コロナウイルス4
「風邪は万病のもと」と言われます。
こじらせることなく、養生すれば自然に治ることも珍しくないのですが、それを怠ると様々な症状で苦しみことになり、また回復が遅れて長きに渡って症状が続くこともあります。
東洋医学の訓では、「風邪を治せて一人前」と言われることがあります。
風邪の症状は一つの病原体の侵入によって始まるのですが、悪寒、発熱、頭痛、咳、咽頭痛、関節痛、下痢、便秘、食欲不振、耳鳴り、めまいなど多種多様です。
東洋医学はひとつひとつの症状に対して対症療法を行うのではなく、病気の進行レベルを6段階にわけて、それに即した治療を行います。
薬の種類も豊富で、あらゆる症状に対応できるシステムがあります。
簡単に説明しますと、風邪のタイプには、風・寒・湿・火(熱)・暑・燥の6種類の組み合わせ(六淫)があります。
例えば、風寒、湿熱などの組み合せで、これら病原体を外邪として分類し、それぞれの特徴に合わせて治療法を導きます。
それに加えて大切なことがもうひとつあります。
それは、病原体に感染する人の体質と体調です。
同じ病原体に感染しても、体質や体調の違いによって発症する症状が異なるため、治療法も全く異なることになります。
この点は、西洋医学と大きく異なるところで、東洋医学だからこその強みと言えます。
私たち「人」には、病気と闘う力が備わっていて、これをホメオスタシスと呼びます。
恒常性とも言われるもので、生命力や体力によってその力は千差万別です。
東洋医学ではこの力のことを「正気」と呼んでいます。
私たちの身体が正気のみで満たされているのであれば、理論上、邪気は存在せず、完全な健康状態であるということです。
何らかの症状が出ている状態は病気であり、邪気が体内に侵入して、正気が不足していることをあらわします。
東洋医学では、正気と邪気のバランスを調えることが治療理念で、邪気を追い出し、正気を盛り上げることを目的として施術を行います。
風邪症状の場合、正気が弱った隙をついて邪気が体内に侵入します。
正気を弱らせた原因を考える必要があります。
ストレスや疲労、食べ過ぎや睡眠不足など、どれが関与したのかを調べる必要があります。
さらに、発症している症状から侵入した外邪の種類を見分けます。
体表観察を用いて、診断の間違いが起こらないように細心の注意をはらいます。
脈診を用いることで鍼灸の効果を確かめながら、治療を完結します。
これらのプロセスは、いかなる病気においても同じであり、そのお手本となるのが風邪の治療ということです。

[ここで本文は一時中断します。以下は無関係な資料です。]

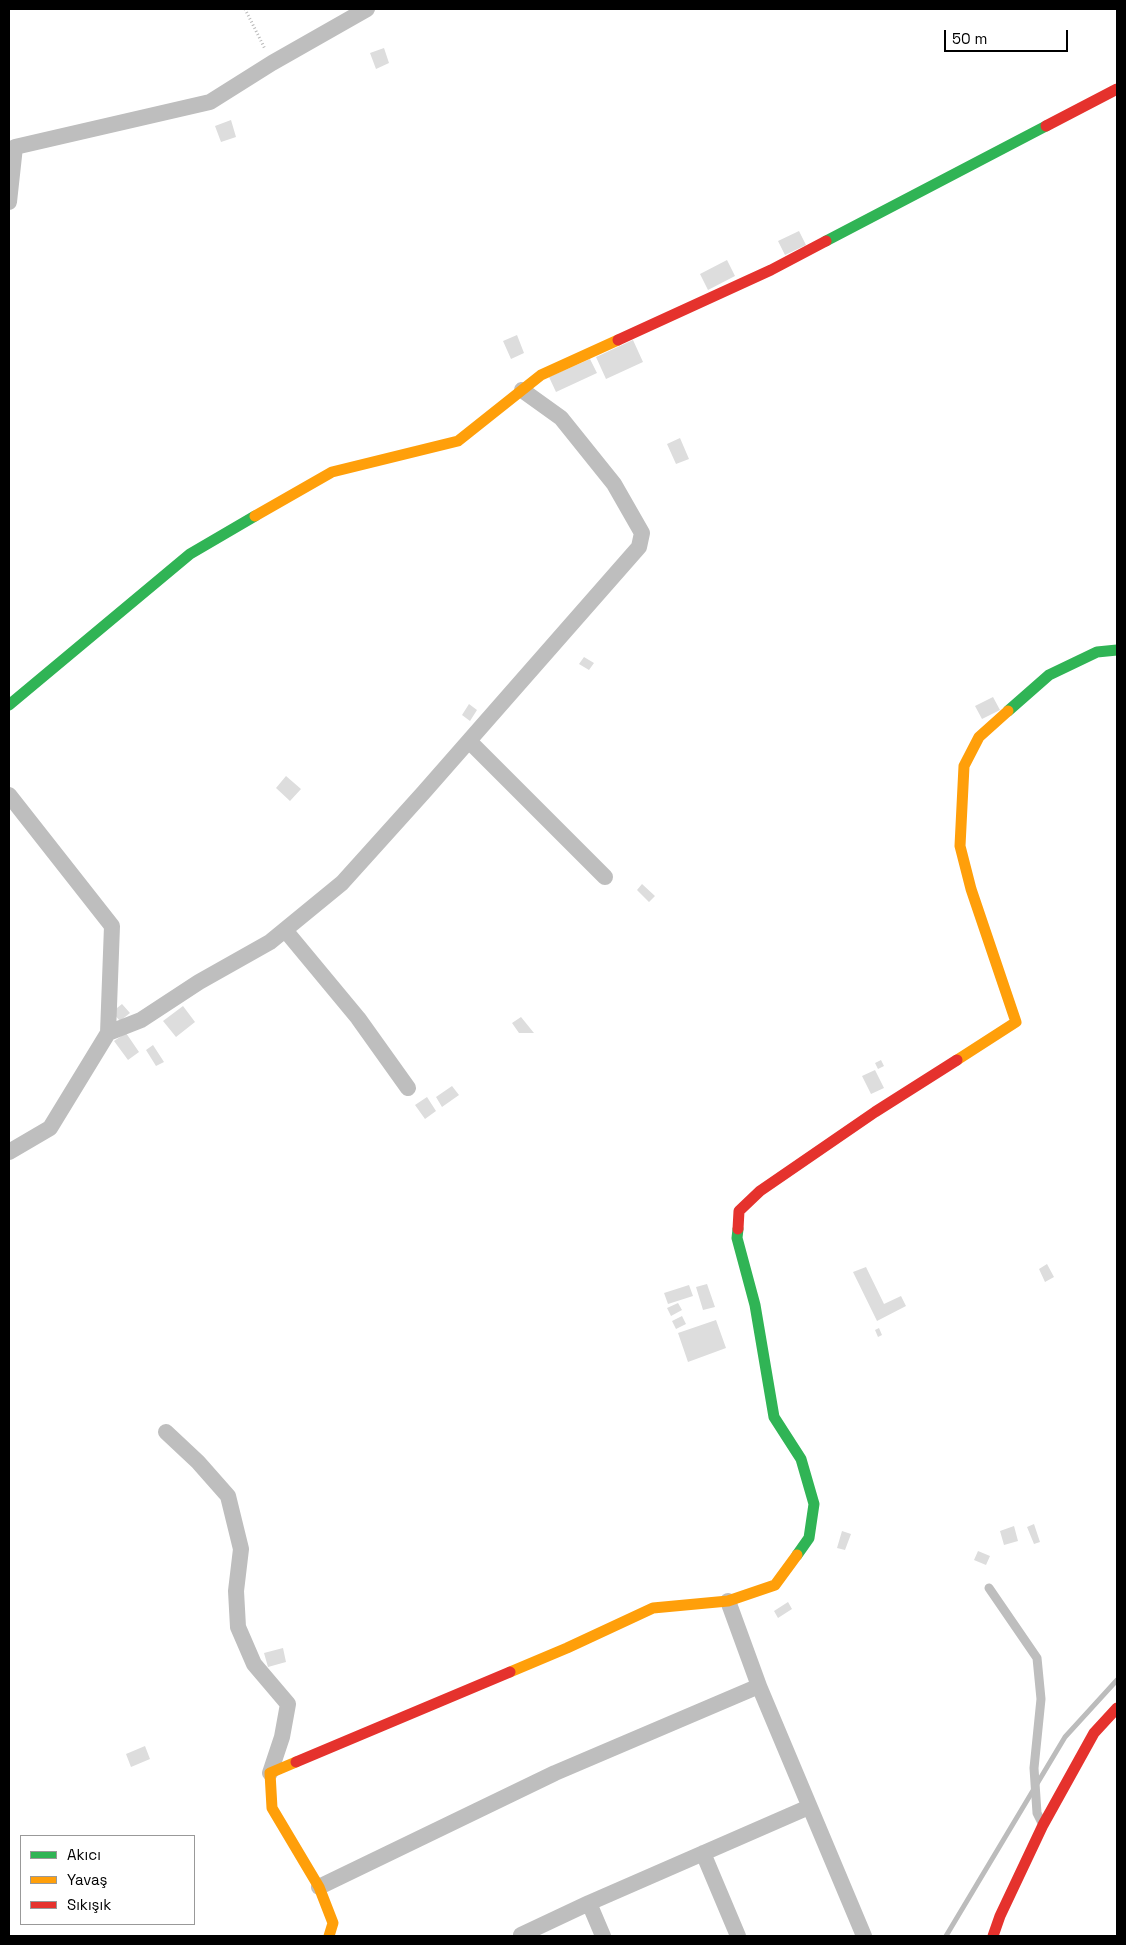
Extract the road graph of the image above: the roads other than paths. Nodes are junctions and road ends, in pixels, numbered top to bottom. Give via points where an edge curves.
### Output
1 (366, 9) edge
2 (1117, 89) edge
3 (9, 202) edge
4 (522, 390) junction
5 (1117, 650) edge
6 (9, 705) edge
7 (469, 741) junction
8 (9, 795) edge
9 (605, 877) dead end
10 (285, 930) junction
11 (108, 1033) junction
12 (408, 1088) dead end
13 (9, 1152) edge
14 (166, 1432) dead end
15 (989, 1588) dead end
16 (728, 1600) junction
17 (759, 1686) junction
18 (1117, 1708) edge
19 (270, 1773) junction
20 (809, 1807) junction
21 (1043, 1825) junction
22 (703, 1854) junction
23 (319, 1887) junction
24 (589, 1903) junction
25 (521, 1935) edge
26 (328, 1936) edge
27 (603, 1936) edge
28 (738, 1936) edge
29 (864, 1936) edge
30 (993, 1936) edge

1 - 3 street via 210,102 15,147
2 - 4 street via 771,270 541,376
4 - 6 street via 458,441 332,472 190,554
4 - 7 street via 561,418 614,484 642,534 639,547
5 - 16 street via 1097,652 1050,675 979,737 964,766 960,846 971,889 1016,1022 760,1191 739,1211 737,1238 755,1305 774,1417 801,1459 814,1504 809,1538 775,1585
7 - 9 street
7 - 10 street via 342,883
8 - 11 street via 112,926
10 - 11 street via 141,1020
10 - 12 street via 358,1018
11 - 13 street via 50,1128
14 - 19 street via 228,1496 241,1549 236,1591 238,1627 254,1664 288,1704 282,1737
15 - 21 lane via 1037,1658 1041,1699 1034,1768 1037,1813
16 - 17 street
16 - 19 street via 653,1608 558,1652
17 - 20 street
17 - 23 street via 555,1773
18 - 21 street via 1094,1733
19 - 23 street via 272,1808
20 - 22 street
20 - 29 street
21 - 30 street
22 - 24 street
22 - 28 street
23 - 26 street via 333,1923
24 - 25 street
24 - 27 street

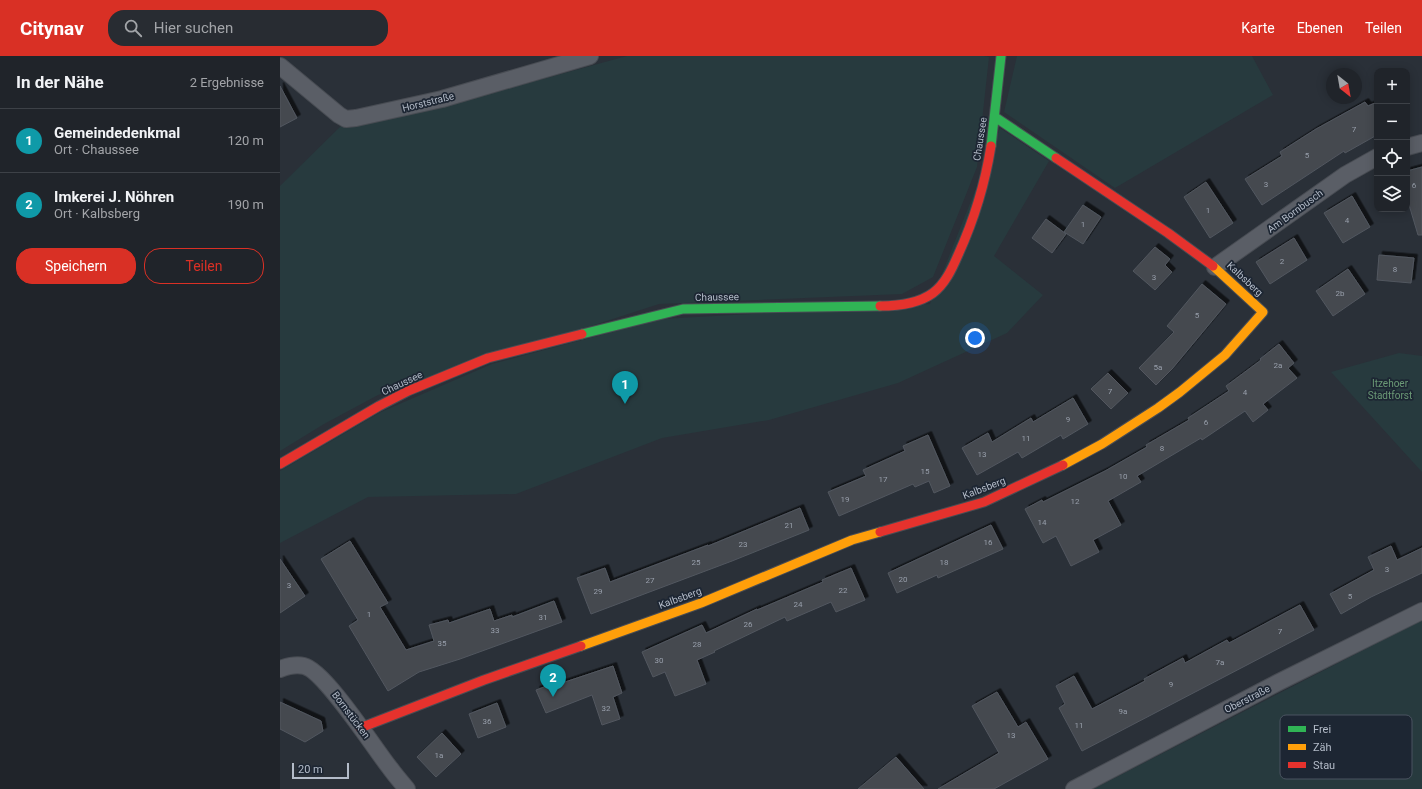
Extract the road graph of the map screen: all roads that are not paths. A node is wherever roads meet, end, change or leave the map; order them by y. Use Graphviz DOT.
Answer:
graph roads {
  1 [pos="590,56"];
  2 [pos="1001,56"];
  3 [pos="280,66"];
  4 [pos="995,117"];
  5 [pos="1422,144"];
  6 [pos="1410,146"];
  7 [pos="1374,159"];
  8 [pos="1215,267"];
  9 [pos="280,464"];
  10 [pos="1422,611"];
  11 [pos="280,669"];
  12 [pos="360,728"];
  13 [pos="407,789"];
  14 [pos="1074,789"];
  1 -- 3 [label="street, Horststraße"];
  2 -- 4 [label="street, Chaussee"];
  4 -- 8 [label="street, Kalbsberg"];
  4 -- 9 [label="street, Chaussee"];
  5 -- 6 [label="street"];
  7 -- 8 [label="street, Am Bornbusch"];
  8 -- 12 [label="street, Kalbsberg"];
  10 -- 14 [label="street, Oberstraße"];
  11 -- 12 [label="street, Bornstücken"];
  12 -- 13 [label="street, Bornstücken"];
}
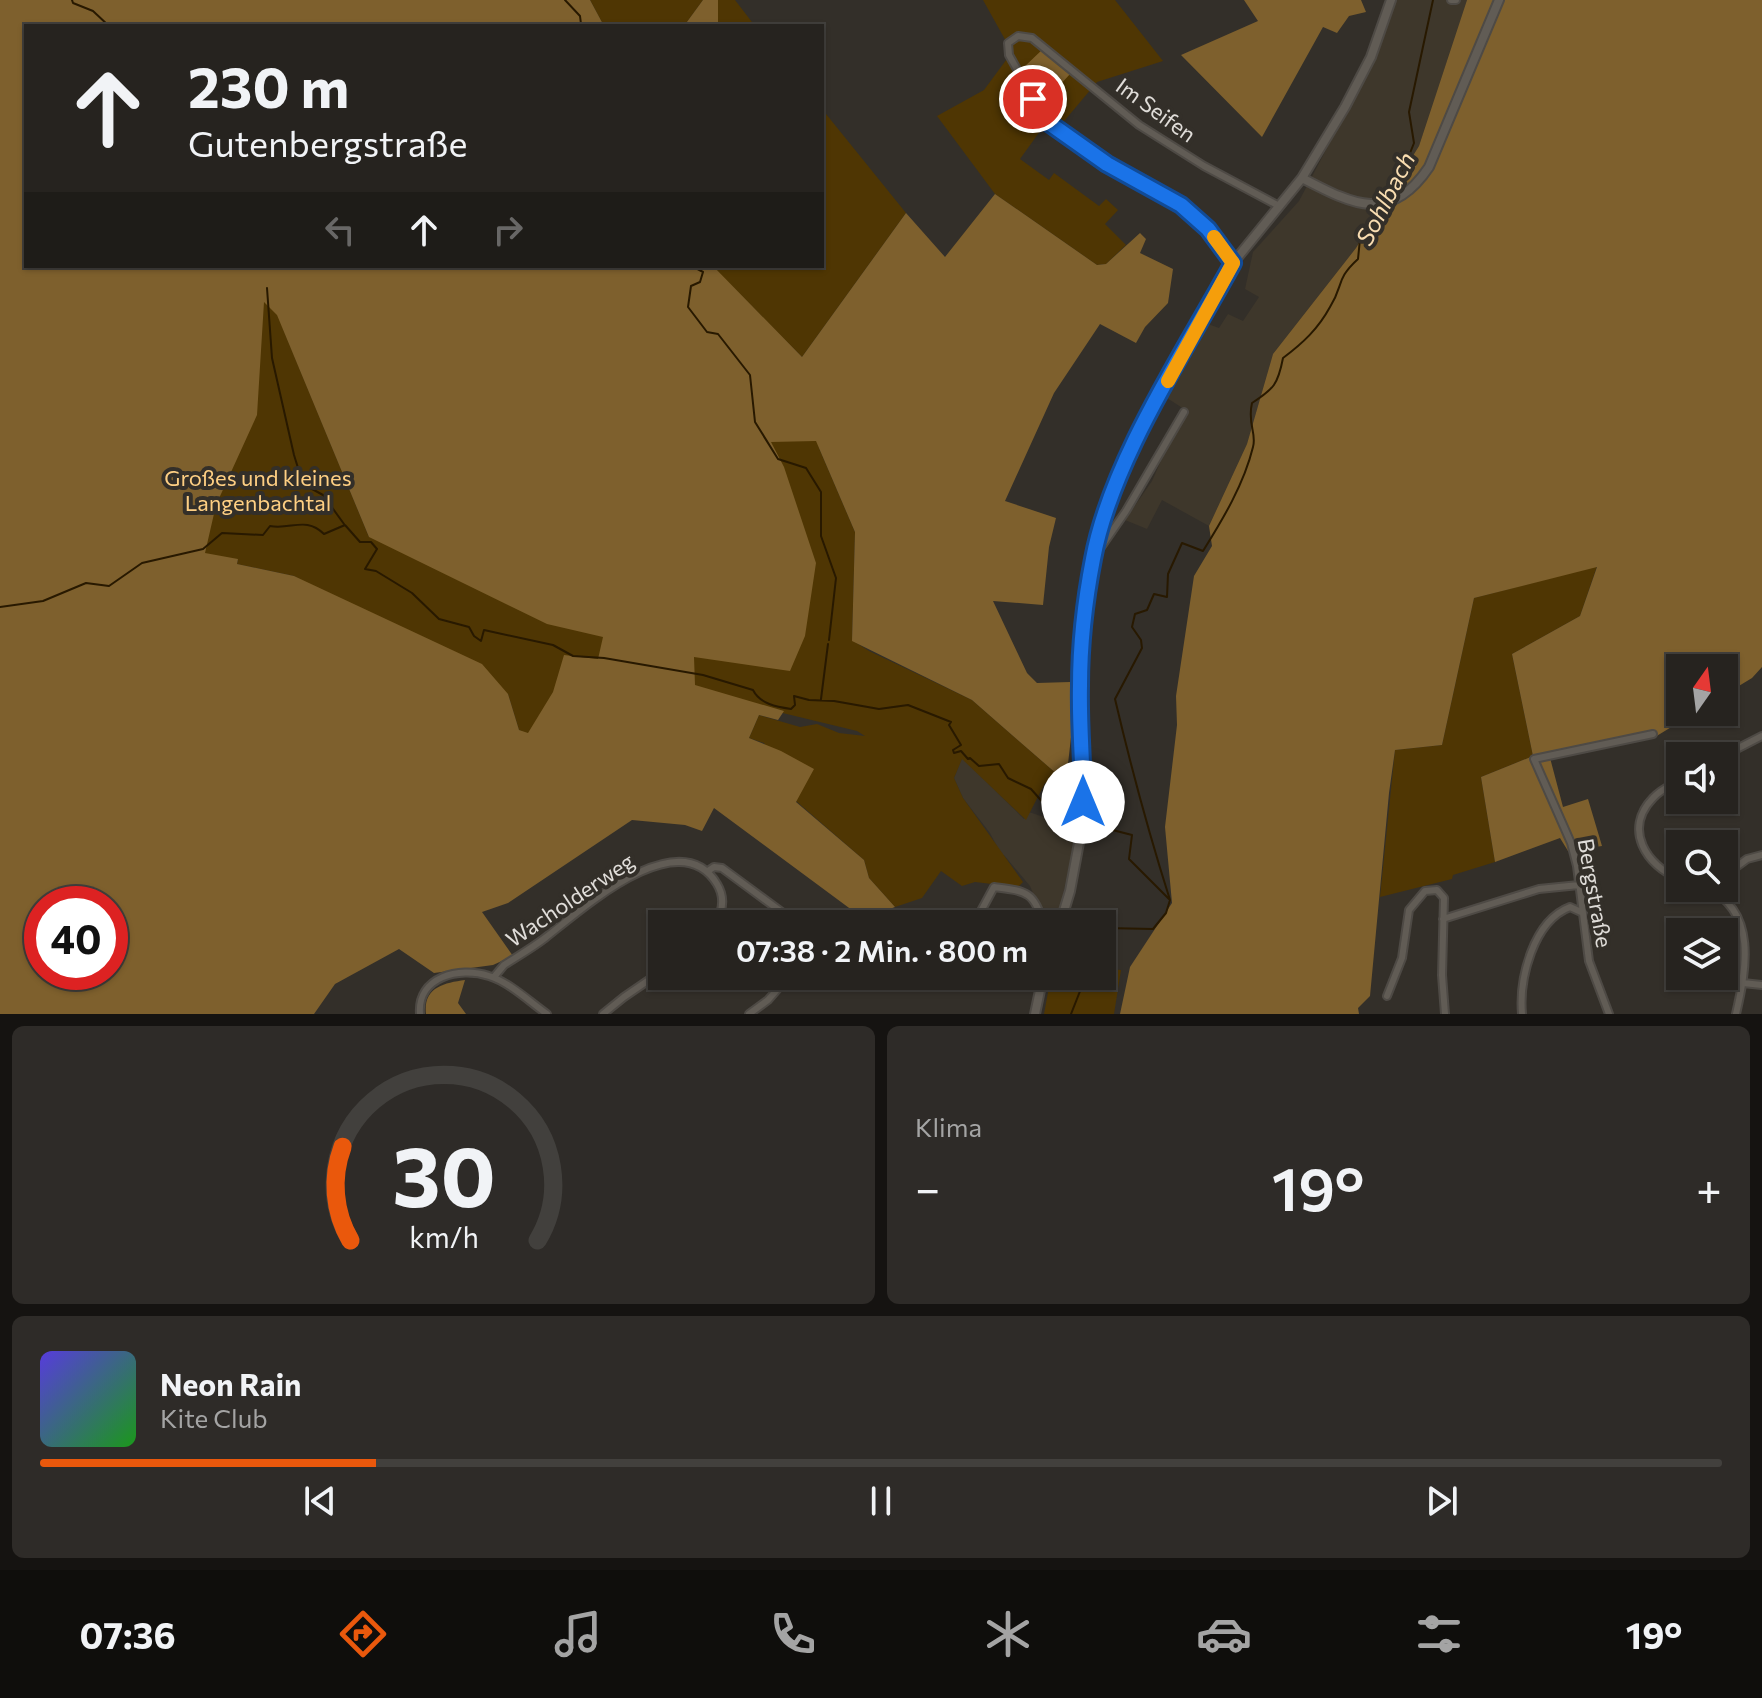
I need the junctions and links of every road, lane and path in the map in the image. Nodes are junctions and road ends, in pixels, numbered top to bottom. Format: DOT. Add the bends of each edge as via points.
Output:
graph roads {
  1 [pos="1391,0"];
  2 [pos="1499,0"];
  3 [pos="1302,178"];
  4 [pos="1279,206"];
  5 [pos="1233,263"];
  6 [pos="1184,412"];
  7 [pos="1093,559"];
  8 [pos="1653,734"];
  9 [pos="1762,736"];
  10 [pos="1738,748"];
  11 [pos="1666,789"];
  12 [pos="1762,855"];
  13 [pos="1738,866"];
  14 [pos="708,871"];
  15 [pos="1666,873"];
  16 [pos="1579,885"];
  17 [pos="1724,902"];
  18 [pos="722,910"];
  19 [pos="779,910"];
  20 [pos="982,910"];
  21 [pos="1038,910"];
  22 [pos="1064,910"];
  23 [pos="1581,912"];
  24 [pos="1443,919"];
  25 [pos="494,977"];
  26 [pos="648,981"];
  27 [pos="1743,983"];
  28 [pos="1762,985"];
  29 [pos="777,990"];
  30 [pos="1040,990"];
  31 [pos="1387,996"];
  32 [pos="420,1014"];
  33 [pos="547,1014"];
  34 [pos="603,1014"];
  35 [pos="749,1014"];
  36 [pos="1035,1014"];
  37 [pos="1445,1014"];
  38 [pos="1522,1014"];
  39 [pos="1609,1014"];
  40 [pos="1736,1014"];
  1 -- 3 [label="street" via="1371,57"];
  2 -- 3 [label="street" via="1417,186 1401,197 1365,205"];
  3 -- 4 [label="street"];
  4 -- 5 [label="street"];
  4 -- 5 [label="street, Im Seifen" via="1139,125 1042,45 1025,35 1008,43 1009,55 1046,121 1107,164 1181,205 1208,229"];
  5 -- 7 [label="street" via="1122,469"];
  6 -- 7 [label="street"];
  7 -- 22 [label="street" via="1080,686 1081,832"];
  8 -- 16 [label="street, Bergstraße" via="1534,759 1571,843"];
  9 -- 10 [label="street"];
  11 -- 15 [label="street" via="1650,800 1638,834 1646,855"];
  12 -- 13 [label="street"];
  14 -- 18 [label="street" via="722,892"];
  14 -- 19 [label="street, Wacholderweg" via="722,868"];
  14 -- 25 [label="street, Wacholderweg" via="679,864 637,872"];
  16 -- 23 [label="street, Bergstraße"];
  16 -- 24 [label="street" via="1539,889"];
  17 -- 27 [label="street" via="1743,930"];
  20 -- 21 [label="street" via="994,887 1022,891 1034,899"];
  23 -- 38 [label="street" via="1570,907 1560,913 1531,950 1523,975"];
  23 -- 39 [label="street, Bergstraße" via="1589,961"];
  24 -- 31 [label="street" via="1444,898 1437,890 1425,891 1412,903 1402,958"];
  24 -- 37 [label="street"];
  25 -- 32 [label="street" via="441,976 427,987"];
  25 -- 33 [label="street"];
  26 -- 34 [label="street"];
  27 -- 28 [label="street"];
  27 -- 40 [label="street"];
  29 -- 35 [label="street"];
  30 -- 36 [label="street"];
}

昔の中国では戦乱が絶えず続いており、疫病の流行も想像を超えるほどでした。
パンデミックとも言える感染拡大を防ぎ、人々の命を守ろうとした先達の叡智が豊富に凝縮している書物があります。
それゆえに、これらの叡智は少しも色あせることなく、活き活きと実践可能な治療法として使うことができます。
新型のコロナウイルスであっても「外邪のひとつ」に過ぎず、正しく診断と治療をおこなうことで、重篤化を防ぐことや初期段階での
回復を速やかに導くことが可能ではないかと考えます。